Un empleado de seguridad se acercó a Eddy, ante los gritos de las juezas.

—Señor, por favor retírese de aquí.

—Oblígame. —Vino otro de seguridad, y entre los dos lo tomaron de los brazos y lo condujeron hasta la salida—. ¡Suéltenme! ¡Esto es abuso de autoridad! ¡Ustedes no saben quién soy yo! ¡Suéltenme!

En las gradas todos permanecieron perplejos.

—Tengo una idea. Hagamos como que no lo conocemos —propuso Kevin.

—Estoy de acuerdo —dijo Sarah.

Rolf y Nazz salieron a buscarlo en la calle. Lo habían arrojado en un contenedor de basura, razón por la que traía una cascara de naranja en la cabeza y olía a mierda. Rolf lo ayudó a salir. Kevin apareció después, justo a tiempo para reírse de él.

—¿Te encuentras bien, Eddy? —preguntó Nazz.

—En parte. ¿Jonny ya salió?

El segundo campeón de los Juegos iba como un rey vengador acompañado de Sarah y Jimmy, uno a cada lado. Traía bajo su brazo el trofeo, que era idéntico al de tenis, solo que con un patinador en lugar de un tenista.

—Muy bien, fieles amigos. ¿A dónde iremos a festejar? —preguntó Jonny.

—Yo propongo a un bar. Dejamos a Sarah y a Jimmy en sus casas y vamos a festejar como Dios manda —opinó Eddy.

—Cierra el pido —ordenó Sarah. Eddy no alcanzó a escucharla. Había revisado su teléfono. Tenía un nuevo mensaje del jefe—. ¿Quién es? ¿Tu novia? —preguntó Sarah.

—Su novia, esa estuvo buena —dijo Kevin entre risas.
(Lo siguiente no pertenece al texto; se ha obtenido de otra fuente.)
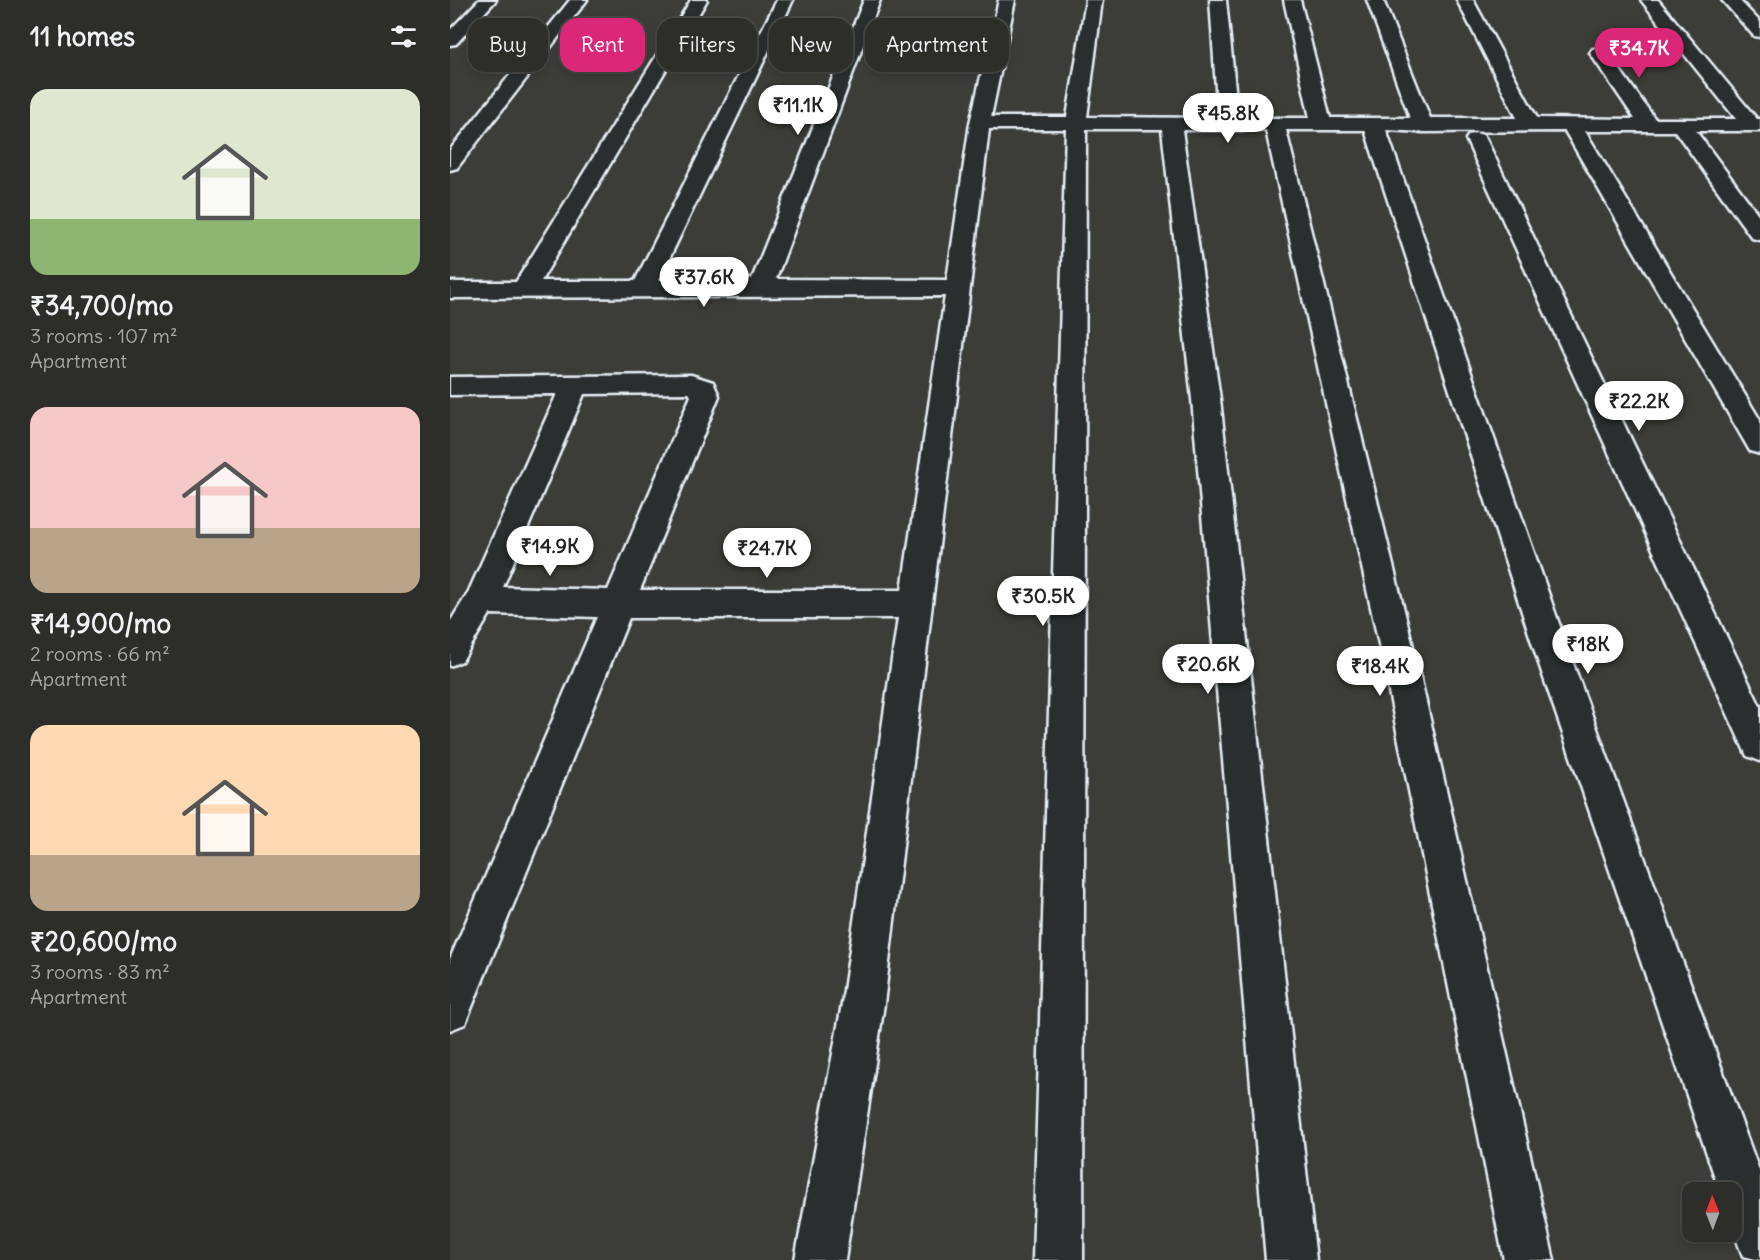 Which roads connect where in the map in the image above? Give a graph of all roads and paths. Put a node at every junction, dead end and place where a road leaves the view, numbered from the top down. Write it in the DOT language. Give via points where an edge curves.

—Creo que yo me largo, tengo cosas más importantes que hacer —se despidió Eddy. Al pasar por al lado de Jonny le palmeó la pelada—. Buen trabajo, Cabeza de Kiwi.

Eddy tomó una calle paralela a Lincoln y llamó a Freddy, como él se lo ordenó.
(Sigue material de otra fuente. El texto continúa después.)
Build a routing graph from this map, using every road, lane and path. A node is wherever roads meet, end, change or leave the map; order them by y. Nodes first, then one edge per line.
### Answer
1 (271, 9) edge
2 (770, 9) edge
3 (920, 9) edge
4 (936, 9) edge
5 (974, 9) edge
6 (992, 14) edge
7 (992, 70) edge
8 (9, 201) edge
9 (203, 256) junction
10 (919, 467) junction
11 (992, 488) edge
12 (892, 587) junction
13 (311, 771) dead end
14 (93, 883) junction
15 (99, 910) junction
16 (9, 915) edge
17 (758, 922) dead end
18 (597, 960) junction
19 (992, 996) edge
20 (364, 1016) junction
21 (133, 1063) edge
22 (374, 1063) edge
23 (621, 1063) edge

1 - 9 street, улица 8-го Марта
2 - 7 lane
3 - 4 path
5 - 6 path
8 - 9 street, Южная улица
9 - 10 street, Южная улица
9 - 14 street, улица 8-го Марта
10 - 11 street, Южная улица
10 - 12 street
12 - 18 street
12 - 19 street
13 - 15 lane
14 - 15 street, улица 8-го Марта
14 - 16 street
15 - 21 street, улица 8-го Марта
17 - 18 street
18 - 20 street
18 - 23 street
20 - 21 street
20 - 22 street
—Han pasado varias cosas. Doble D y Ed han logrado hacer bien sus trabajos. Ahora, ¿recuerdas el laboratorio de donde sacamos el elixir?

—Sí. ¿Qué tiene?

—Se supone que ese negocio era un secreto aquí en Peach Creek, pero he detectado a algunos chicos de la escuela visitándolo. Mis contactos investigaron a fondo, pero no lograron descubrir quienes eran. Sin embargo, consiguieron otra cosa. El vendedor les dijo que uno de sus nuevos clientes era un niño de primero que aparentemente le había comentado haber estado en las afueras del estadio de tenis, ese día de la final.

—¿De verdad? ¿Y quién es? ¿Qué vio? —preguntó Eddy.
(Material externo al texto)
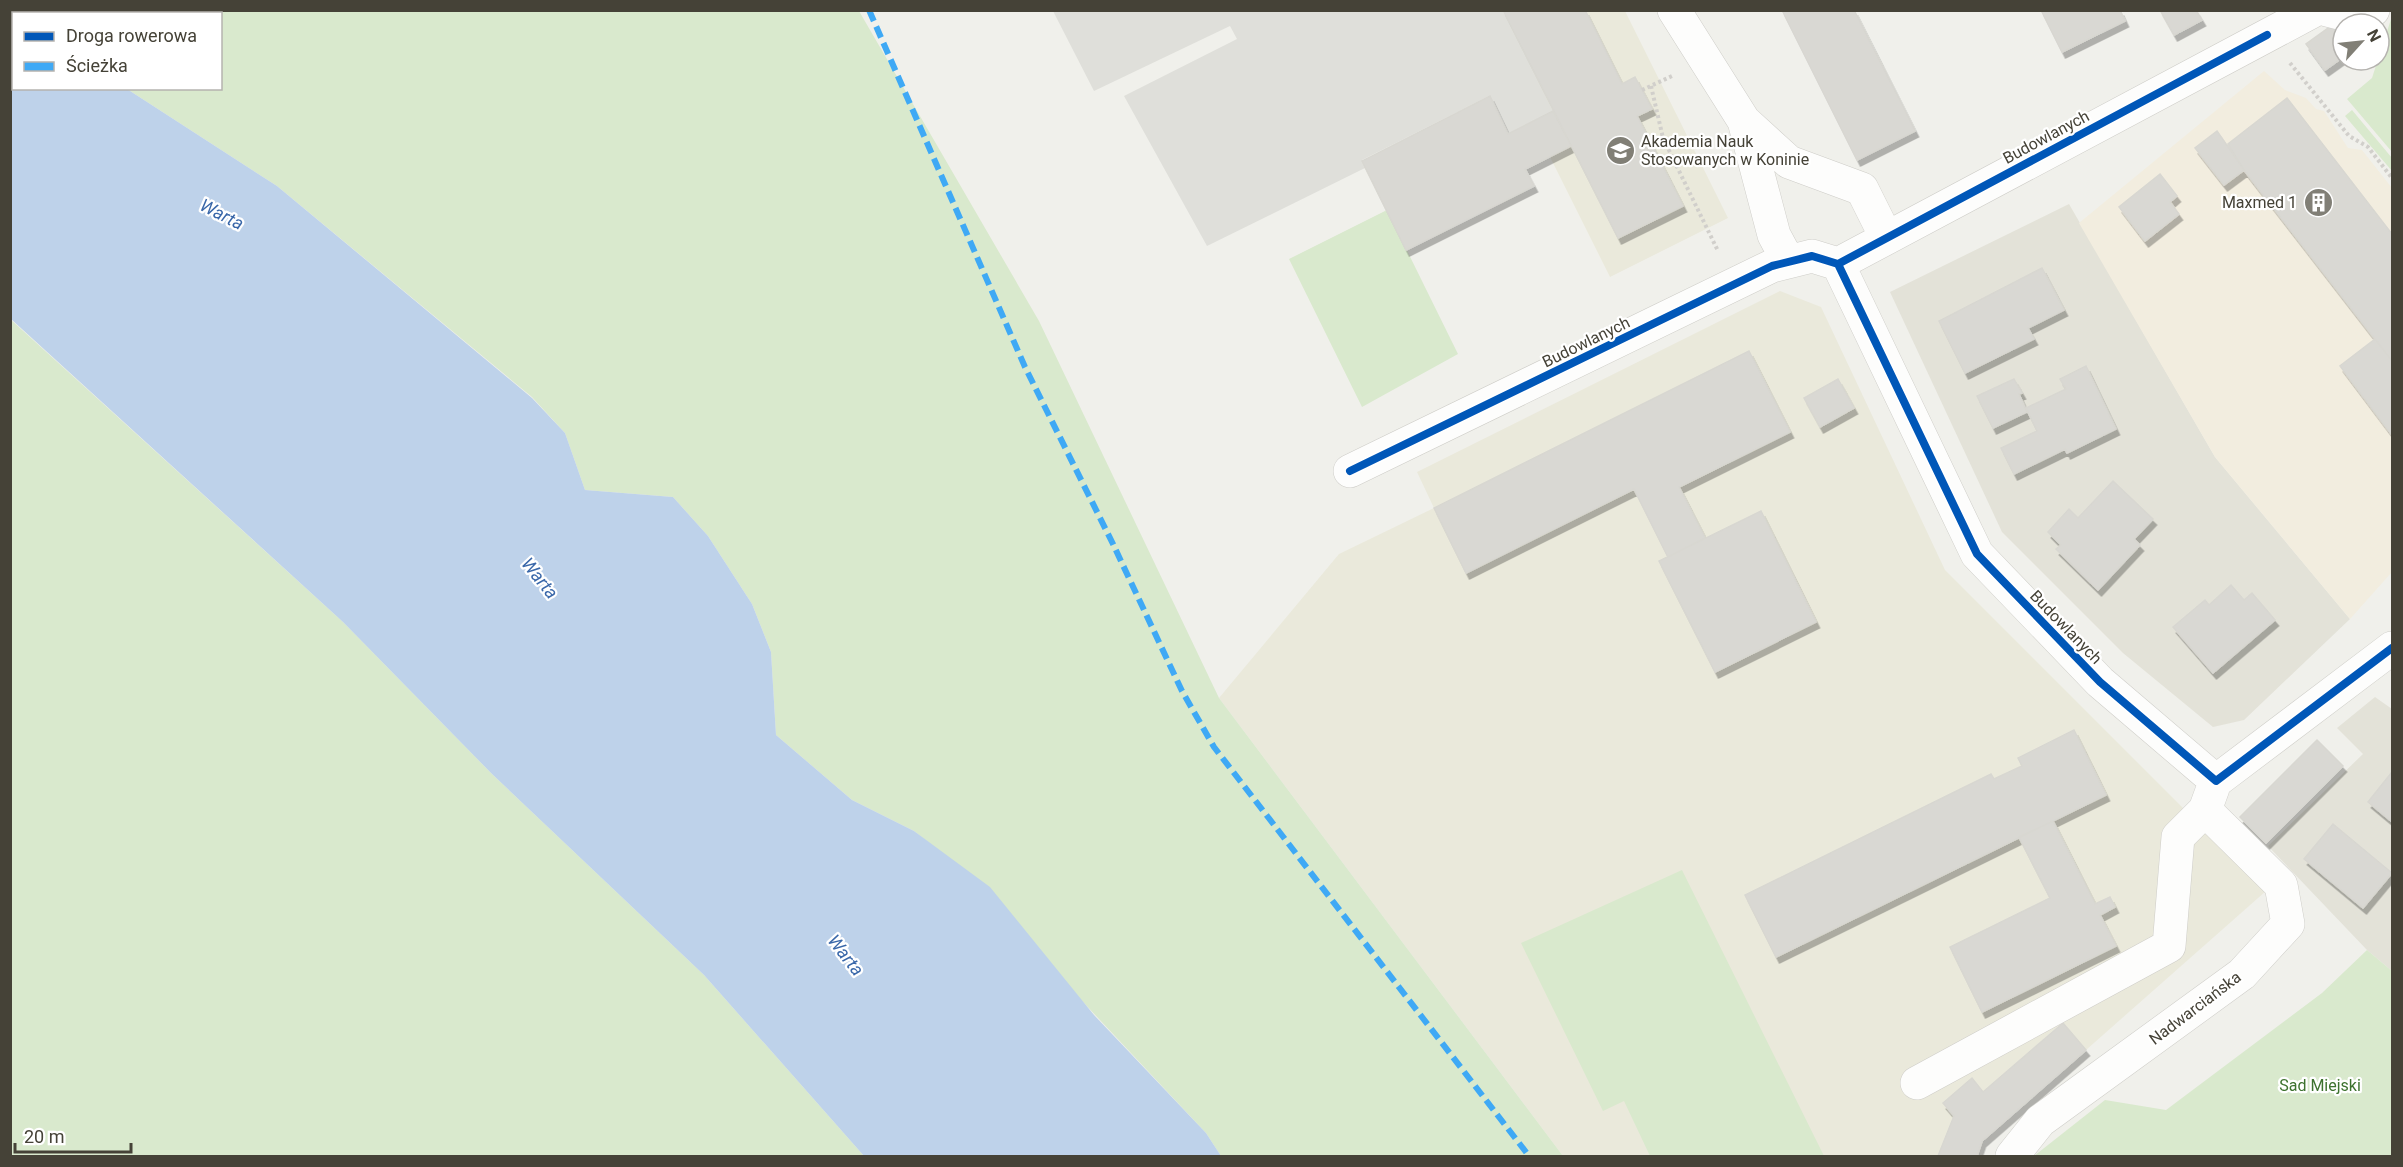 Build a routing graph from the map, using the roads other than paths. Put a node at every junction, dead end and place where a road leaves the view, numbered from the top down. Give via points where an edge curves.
1 (1674, 10) edge
2 (2315, 10) edge
3 (2328, 10) edge
4 (2373, 10) edge
5 (1744, 121) junction
6 (1886, 237) junction
7 (1788, 261) junction
8 (1838, 264) junction
9 (1350, 471) dead end
10 (2392, 650) edge
11 (2210, 795) junction
12 (1917, 1083) dead end
13 (2012, 1156) edge

1 - 5 street
2 - 6 street, Budowlanych
3 - 4 street via 2359,18
5 - 6 street via 1789,162 1862,189
5 - 7 street via 1774,235
6 - 8 street, Budowlanych
7 - 8 street, Budowlanych via 1812,256
7 - 9 street, Budowlanych
8 - 11 street, Budowlanych via 1977,554
10 - 11 street
11 - 12 street via 2178,837 2169,946
11 - 13 street, Nadwarciańska via 2281,885 2288,924 2242,974 2040,1121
—Calma, calma. Aún no he dado con el chico, pero mis contactos ya están rastreando al pequeñín. Mientras tanto, necesito que estén atentos. El Consejo sigue como un sabueso detrás de nosotros, aunque sin club de periodismo respondiendo a sus caprichos conseguimos un poco mas de tiempo. A esta hora ya habrían sacado reportes enteros exponiéndolos a ustedes tres con pruebas falsas.

—Genial. ¿Y qué hay que hacer?

—Solo esperen mi llamado. Creo que tengo un plan para limpiar mi... nuestra imagen. Denme un día y les contaré los detalles.